• _EXERCISE REQUIREMENTS_
Down to the last line, set the entries down again exactly.

### SOURCE DATA

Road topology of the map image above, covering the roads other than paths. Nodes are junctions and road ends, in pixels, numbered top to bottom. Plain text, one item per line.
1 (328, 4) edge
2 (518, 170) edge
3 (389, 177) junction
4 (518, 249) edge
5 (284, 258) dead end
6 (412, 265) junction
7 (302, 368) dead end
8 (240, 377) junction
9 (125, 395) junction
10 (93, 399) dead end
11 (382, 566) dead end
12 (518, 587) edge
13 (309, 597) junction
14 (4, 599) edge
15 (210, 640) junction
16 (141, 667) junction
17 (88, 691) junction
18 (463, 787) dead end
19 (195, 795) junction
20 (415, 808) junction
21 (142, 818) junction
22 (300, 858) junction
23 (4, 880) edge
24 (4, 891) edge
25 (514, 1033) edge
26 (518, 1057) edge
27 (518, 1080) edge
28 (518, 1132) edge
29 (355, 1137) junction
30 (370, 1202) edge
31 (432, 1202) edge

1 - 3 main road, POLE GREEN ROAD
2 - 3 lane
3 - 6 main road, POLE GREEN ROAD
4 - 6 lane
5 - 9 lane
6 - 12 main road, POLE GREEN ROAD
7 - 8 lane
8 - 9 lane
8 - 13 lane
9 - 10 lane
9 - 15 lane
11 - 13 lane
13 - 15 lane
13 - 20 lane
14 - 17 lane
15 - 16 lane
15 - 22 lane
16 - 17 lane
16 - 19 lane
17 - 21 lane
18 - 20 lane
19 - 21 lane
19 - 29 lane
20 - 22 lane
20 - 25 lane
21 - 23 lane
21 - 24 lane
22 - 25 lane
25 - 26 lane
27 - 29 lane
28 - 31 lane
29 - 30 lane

######

• _EXERCISE SOLUTION_
Road topology of the map image above, covering the roads other than paths. Nodes are junctions and road ends, in pixels, numbered top to bottom. Plain text, one item per line.
1 (328, 4) edge
2 (518, 170) edge
3 (389, 177) junction
4 (518, 249) edge
5 (284, 258) dead end
6 (412, 265) junction
7 (302, 368) dead end
8 (240, 377) junction
9 (125, 395) junction
10 (93, 399) dead end
11 (382, 566) dead end
12 (518, 587) edge
13 (309, 597) junction
14 (4, 599) edge
15 (210, 640) junction
16 (141, 667) junction
17 (88, 691) junction
18 (463, 787) dead end
19 (195, 795) junction
20 (415, 808) junction
21 (142, 818) junction
22 (300, 858) junction
23 (4, 880) edge
24 (4, 891) edge
25 (514, 1033) edge
26 (518, 1057) edge
27 (518, 1080) edge
28 (518, 1132) edge
29 (355, 1137) junction
30 (370, 1202) edge
31 (432, 1202) edge

1 - 3 main road, POLE GREEN ROAD
2 - 3 lane
3 - 6 main road, POLE GREEN ROAD
4 - 6 lane
5 - 9 lane
6 - 12 main road, POLE GREEN ROAD
7 - 8 lane
8 - 9 lane
8 - 13 lane
9 - 10 lane
9 - 15 lane
11 - 13 lane
13 - 15 lane
13 - 20 lane
14 - 17 lane
15 - 16 lane
15 - 22 lane
16 - 17 lane
16 - 19 lane
17 - 21 lane
18 - 20 lane
19 - 21 lane
19 - 29 lane
20 - 22 lane
20 - 25 lane
21 - 23 lane
21 - 24 lane
22 - 25 lane
25 - 26 lane
27 - 29 lane
28 - 31 lane
29 - 30 lane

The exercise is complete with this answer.